In 2021, about 74 percent of voters were white while only about 67 percent were white in 2020. And in 2021, only about 10 percent were aged 18-29 while nearly 70 percent were aged 45 and up. Compare that to 2020 when 20 percent were aged 18-29 and only 56 percent were 45 and up. Clearly, there was a substantial change in demographics favoring conservatives.

It’s not that our progressive voters didn’t show up, they did. It’s that conservatives turned out in historic proportions for an odd-year election. The makeup of the electorate decided the matter.

(2) Conservatives were motivated by fantasy; progressives were discouraged by reality

Conservatives were energized to vote because they’ve been led to believe outrageous lies.

  • More than two-thirds of Republicans (68 percent) believe that the 2020 election was stolen from Trump. The percentages are even greater among Republicans who most trust Fox News (82 percent) and essentially universal among those who most trust OAN and Newsmax (97 percent).
  • Incredibly, 30 percent of Republicans agree with the statement “Because things have gotten so far off track, true American patriots may have to resort to violence in order to save our country.” That rises to 32 percent among those who trust Fox News and 40 percent of those who trust OAN and Newsmax.
  • One in four Republicans (26 percent) are QAnon believers, including the claim that: “The government, media, and financial worlds in the U.S. are controlled by a group of Satan-worshipping pedophiles who run a global child sex-trafficking operation.” Really.

If you don’t understand why the right wing emphasizes matters like Critical Race Theory, “riots” at Black Lives Matter protests, banning books, or the sex of Mr. Potato Head, it’s to drive turnout. And it works.

Progressives, on the other hand, are all-too-aware of the realities that the economy remains sluggish while President Biden’s Infrastructure and Budget Reconciliation bills linger unresolved in a Democratic Congress.

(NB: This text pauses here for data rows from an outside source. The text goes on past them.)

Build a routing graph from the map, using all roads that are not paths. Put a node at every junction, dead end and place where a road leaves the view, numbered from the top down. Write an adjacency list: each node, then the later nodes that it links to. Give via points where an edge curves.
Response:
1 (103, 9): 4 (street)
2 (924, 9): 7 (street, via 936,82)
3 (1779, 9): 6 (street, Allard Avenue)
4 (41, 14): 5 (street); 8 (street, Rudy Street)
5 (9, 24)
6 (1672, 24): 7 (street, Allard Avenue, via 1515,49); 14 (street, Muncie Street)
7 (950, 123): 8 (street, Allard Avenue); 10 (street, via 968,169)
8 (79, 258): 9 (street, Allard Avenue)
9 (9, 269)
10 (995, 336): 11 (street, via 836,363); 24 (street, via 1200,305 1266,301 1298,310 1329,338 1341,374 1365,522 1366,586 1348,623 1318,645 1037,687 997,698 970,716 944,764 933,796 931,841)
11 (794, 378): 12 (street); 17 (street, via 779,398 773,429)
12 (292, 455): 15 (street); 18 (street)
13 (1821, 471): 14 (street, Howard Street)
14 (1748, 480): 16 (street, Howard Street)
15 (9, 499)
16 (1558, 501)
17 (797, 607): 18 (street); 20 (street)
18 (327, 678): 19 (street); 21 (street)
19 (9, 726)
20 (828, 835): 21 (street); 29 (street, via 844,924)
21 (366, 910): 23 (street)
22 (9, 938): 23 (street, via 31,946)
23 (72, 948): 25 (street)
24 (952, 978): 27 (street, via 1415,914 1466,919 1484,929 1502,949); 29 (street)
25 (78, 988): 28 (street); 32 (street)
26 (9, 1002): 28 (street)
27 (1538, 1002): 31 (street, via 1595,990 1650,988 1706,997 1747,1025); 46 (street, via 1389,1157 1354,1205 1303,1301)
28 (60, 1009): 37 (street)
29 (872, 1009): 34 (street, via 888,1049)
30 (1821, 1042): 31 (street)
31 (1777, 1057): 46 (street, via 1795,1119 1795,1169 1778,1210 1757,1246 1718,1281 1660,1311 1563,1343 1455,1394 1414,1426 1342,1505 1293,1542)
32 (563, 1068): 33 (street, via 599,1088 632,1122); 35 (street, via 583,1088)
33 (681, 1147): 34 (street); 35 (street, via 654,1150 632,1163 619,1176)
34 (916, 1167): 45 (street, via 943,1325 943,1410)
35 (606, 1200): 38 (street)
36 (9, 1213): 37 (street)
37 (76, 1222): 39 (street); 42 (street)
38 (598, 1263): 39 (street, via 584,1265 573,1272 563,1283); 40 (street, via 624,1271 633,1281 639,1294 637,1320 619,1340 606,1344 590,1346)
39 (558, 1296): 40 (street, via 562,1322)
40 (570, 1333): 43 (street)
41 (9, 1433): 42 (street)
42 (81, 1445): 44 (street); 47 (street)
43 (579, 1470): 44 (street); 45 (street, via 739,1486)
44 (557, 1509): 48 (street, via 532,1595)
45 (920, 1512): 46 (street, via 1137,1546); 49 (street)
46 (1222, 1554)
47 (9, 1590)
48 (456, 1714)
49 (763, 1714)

According to the Battleground Poll, sponsored by the Georgetown University School of Public Policy, Americans’ approval of Joe Biden’s job performance fell from 52 percent in June 2021 to 45 percent in October. But here’s the key. There is no difference in how Republicans have viewed Biden; they hated him equally in June and October. And there is little difference among Independents.

It is Democrats who account for the problem, specifically “liberal Democrats” whose view of Biden changed from 96 percent favorable and 2 percent unfavorable in June to 84 percent favorable and 14 percent unfavorable in October. Common sense says those recently disillusioned folks didn’t vote for Republicans in 2021, they simply failed to show up. (See pages 51-52.)

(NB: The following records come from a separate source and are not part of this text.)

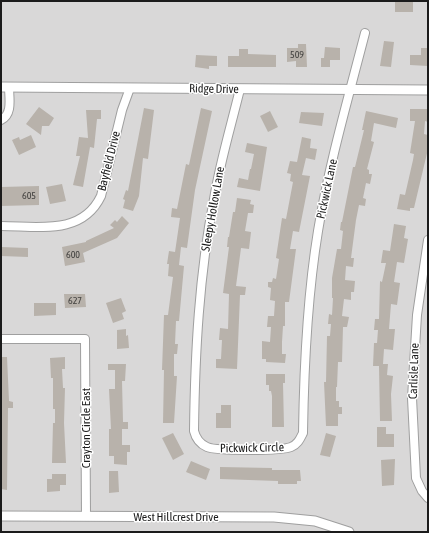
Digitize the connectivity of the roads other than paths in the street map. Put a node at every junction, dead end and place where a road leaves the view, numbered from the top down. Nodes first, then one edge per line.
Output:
1 (365, 33) dead end
2 (5, 87) edge
3 (130, 88) junction
4 (240, 89) junction
5 (351, 90) junction
6 (428, 90) edge
7 (1, 120) edge
8 (1, 226) edge
9 (428, 240) edge
10 (196, 331) joint
11 (1, 339) edge
12 (304, 348) joint
13 (428, 498) edge
14 (1, 516) edge
15 (86, 516) junction
16 (349, 532) edge

1 - 5 street, Pickwick Lane
2 - 3 street, Ridge Drive
2 - 7 street
3 - 4 street, Ridge Drive
3 - 8 street, Bayfield Drive
4 - 5 street, Ridge Drive
4 - 10 street, Sleepy Hollow Lane
5 - 6 street, Ridge Drive
5 - 12 street, Pickwick Lane
9 - 13 street, Carlisle Lane
10 - 12 street, Pickwick Circle
11 - 15 street, Crayton Circle East
14 - 15 street, West Hillcrest Drive
15 - 16 street, West Hillcrest Drive

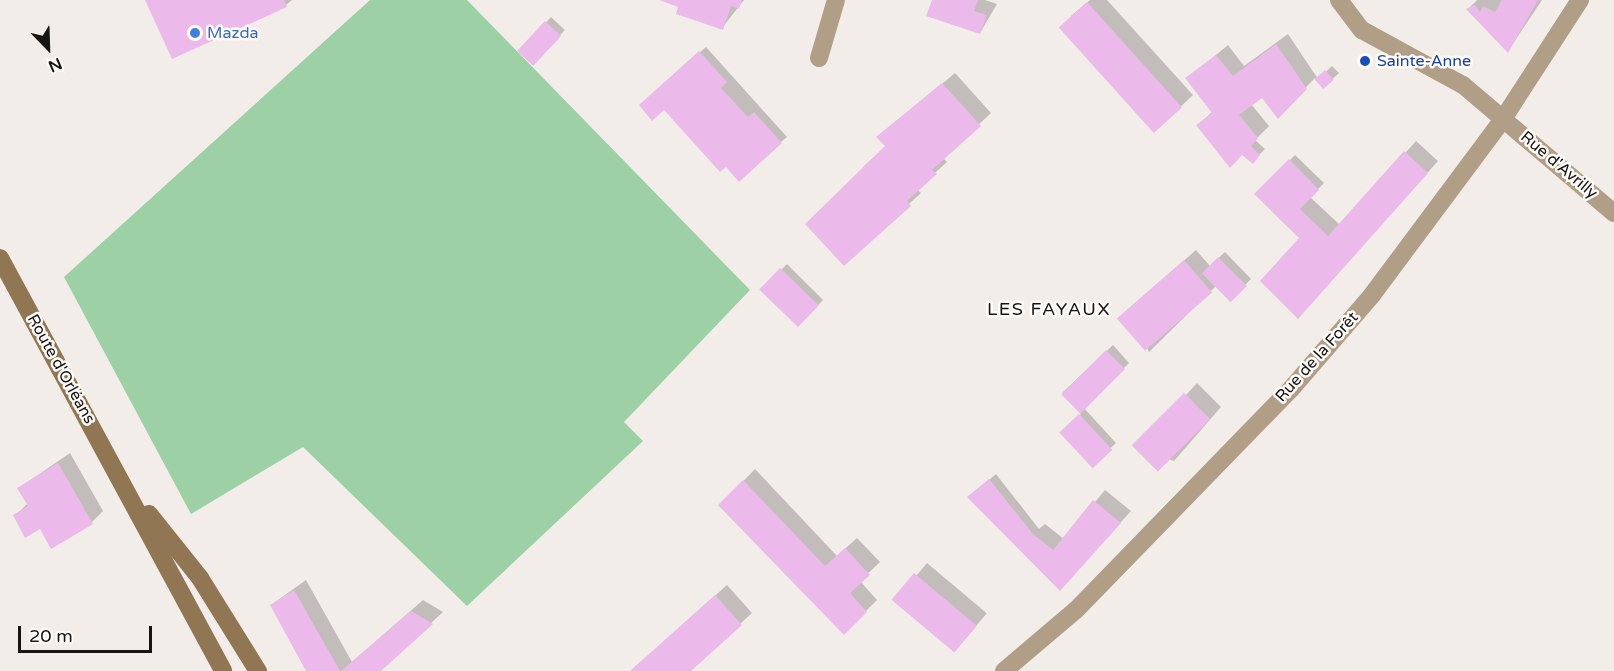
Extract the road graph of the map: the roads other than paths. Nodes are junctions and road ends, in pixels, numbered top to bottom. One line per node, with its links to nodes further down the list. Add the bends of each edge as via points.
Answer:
1 (836, 0): 4 (street)
2 (1339, 0): 5 (street, Rue d'Avrilly, via 1362,30 1463,85)
3 (1580, 0): 5 (street, Rue de la Forêt)
4 (819, 58)
5 (1503, 119): 6 (street, Rue d'Avrilly); 11 (street, Rue de la Forêt, via 1372,295 1291,389 1076,610)
6 (1614, 213)
7 (0, 258): 8 (main road, Route d'Orléans)
8 (121, 480): 9 (main road, Route d'Orléans); 10 (main road, Route d'Orléans, via 200,578)
9 (223, 671)
10 (258, 671)
11 (1004, 671)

(3) The polls were accurate in Virginia

The FiveThirtyEight average of polls just before Election Day found the Republican candidate for governor ahead by one percent. He won by two percent, well within the margin of error. (That’s not true in New Jersey, but we’ll address that in a later blog.)

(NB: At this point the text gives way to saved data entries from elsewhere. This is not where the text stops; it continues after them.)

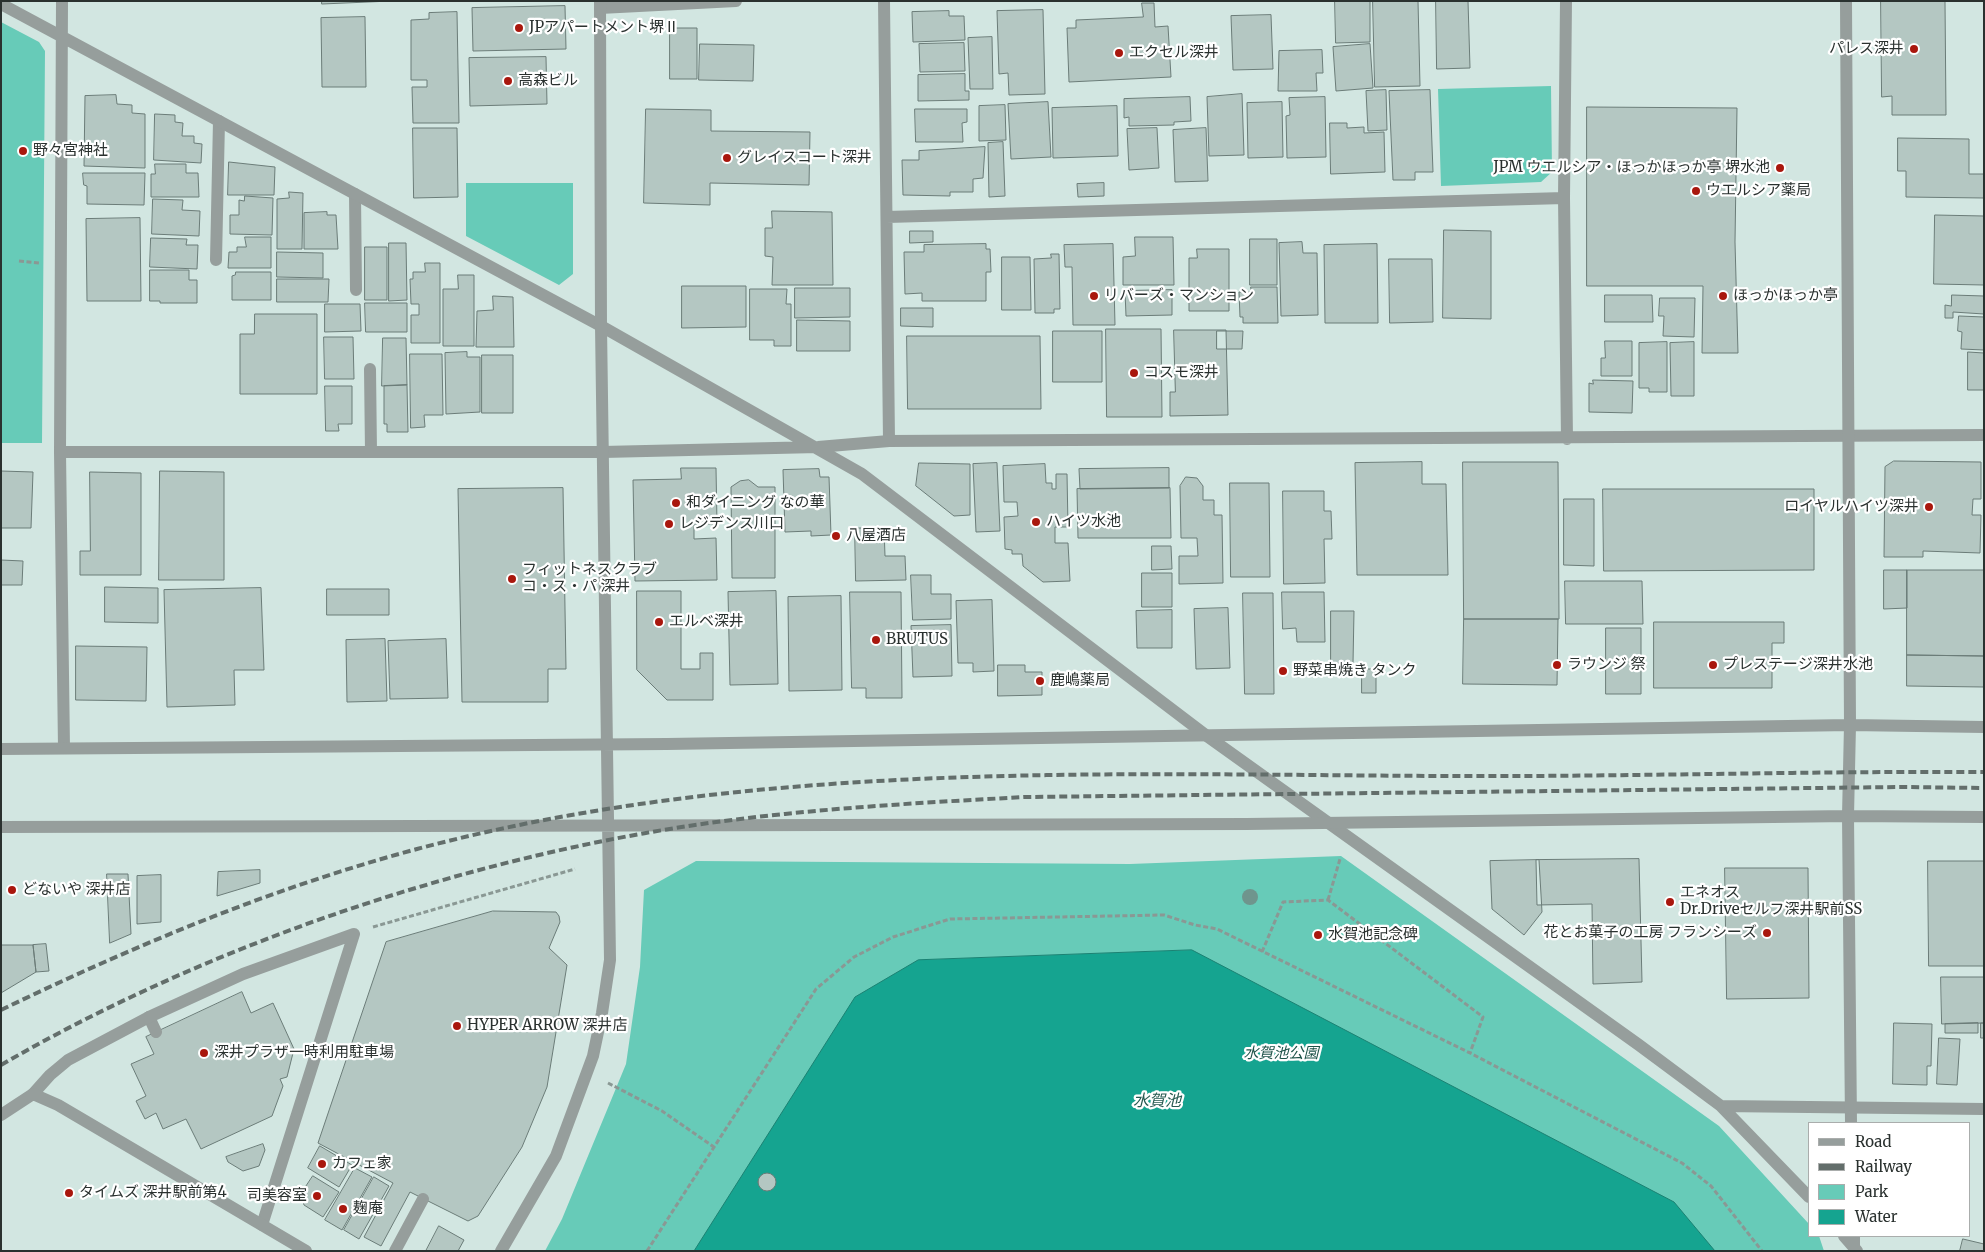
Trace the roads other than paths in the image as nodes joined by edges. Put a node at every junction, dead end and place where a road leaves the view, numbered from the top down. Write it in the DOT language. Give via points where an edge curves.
graph roads {
  1 [pos="62,1"];
  2 [pos="736,1"];
  3 [pos="884,1"];
  4 [pos="1566,1"];
  5 [pos="1846,1"];
  6 [pos="1,4"];
  7 [pos="600,5"];
  8 [pos="63,37"];
  9 [pos="219,121"];
  10 [pos="355,194"];
  11 [pos="1564,198"];
  12 [pos="887,217"];
  13 [pos="216,260"];
  14 [pos="356,290"];
  15 [pos="601,326"];
  16 [pos="370,369"];
  17 [pos="1984,435"];
  18 [pos="1849,437"];
  19 [pos="1568,439"];
  20 [pos="889,441"];
  21 [pos="818,447"];
  22 [pos="60,452"];
  23 [pos="371,452"];
  24 [pos="603,452"];
  25 [pos="1850,725"];
  26 [pos="1984,728"];
  27 [pos="1207,736"];
  28 [pos="607,744"];
  29 [pos="64,748"];
  30 [pos="1,749"];
  31 [pos="1848,816"];
  32 [pos="1984,817"];
  33 [pos="1327,823"];
  34 [pos="609,826"];
  35 [pos="1,827"];
  36 [pos="148,1017"];
  37 [pos="156,1032"];
  38 [pos="33,1094"];
  39 [pos="1721,1106"];
  40 [pos="1851,1108"];
  41 [pos="1984,1109"];
  42 [pos="1,1115"];
  43 [pos="1852,1122"];
  44 [pos="1808,1196"];
  45 [pos="423,1199"];
  46 [pos="262,1225"];
  47 [pos="1845,1237"];
  48 [pos="1855,1246"];
  49 [pos="306,1251"];
  50 [pos="395,1251"];
  51 [pos="501,1251"];
  1 -- 8 [label="street"];
  2 -- 7 [label="street"];
  3 -- 12 [label="street"];
  4 -- 11 [label="street"];
  5 -- 18 [label="street"];
  6 -- 8 [label="street"];
  7 -- 15 [label="street"];
  8 -- 9 [label="street"];
  8 -- 22 [label="street"];
  9 -- 10 [label="street"];
  9 -- 13 [label="street"];
  10 -- 14 [label="street"];
  10 -- 15 [label="street"];
  11 -- 12 [label="street"];
  11 -- 19 [label="street"];
  12 -- 20 [label="street"];
  15 -- 21 [label="street"];
  15 -- 24 [label="street"];
  16 -- 23 [label="street"];
  17 -- 18 [label="street"];
  18 -- 19 [label="street"];
  18 -- 25 [label="street"];
  19 -- 20 [label="street"];
  20 -- 21 [label="street"];
  21 -- 24 [label="street"];
  21 -- 27 [label="street" via="862,474"];
  22 -- 23 [label="street"];
  22 -- 29 [label="street"];
  23 -- 24 [label="street"];
  24 -- 28 [label="street"];
  25 -- 26 [label="street"];
  25 -- 27 [label="street"];
  25 -- 31 [label="street"];
  27 -- 28 [label="street"];
  27 -- 33 [label="street"];
  28 -- 29 [label="street"];
  28 -- 34 [label="street"];
  29 -- 30 [label="street"];
  31 -- 32 [label="street"];
  31 -- 33 [label="street"];
  31 -- 40 [label="street"];
  33 -- 34 [label="street"];
  33 -- 39 [label="street"];
  34 -- 35 [label="street"];
  34 -- 51 [label="street" via="610,960 593,1056 556,1156"];
  36 -- 37 [label="street"];
  36 -- 38 [label="street" via="68,1060"];
  36 -- 46 [label="street" via="243,974 354,934"];
  38 -- 42 [label="street"];
  38 -- 46 [label="street" via="58,1105"];
  39 -- 40 [label="street"];
  39 -- 44 [label="street"];
  40 -- 41 [label="street"];
  40 -- 43 [label="street"];
  45 -- 50 [label="street"];
  46 -- 49 [label="street"];
  47 -- 48 [label="street"];
}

As you no doubt recall, polls were inaccurate in 2016 and even more so in 2020. In both cases, Trump and the GOP got substantially more votes than predicted. The Virginia polls were accurate in 2021, even though pollsters didn’t change their procedures from 2020 to 2021.

The fairly clear reason behind polling mistakes in 2020 is that there’s a segment of extreme Trump followers who refuse, more than average Americans, to answer polls. That makes perfect sense.

So, it seems that these particular super-rabid Trumpers, who did vote when Trump himself was on the ballot in 2016 and 2020, but not in 2018, did not turn out in the 2021 Virginia election. This is both good and bad news. On the good side, it suggests they may not show up in 2022. The bad side is that Republicans were able to win without them.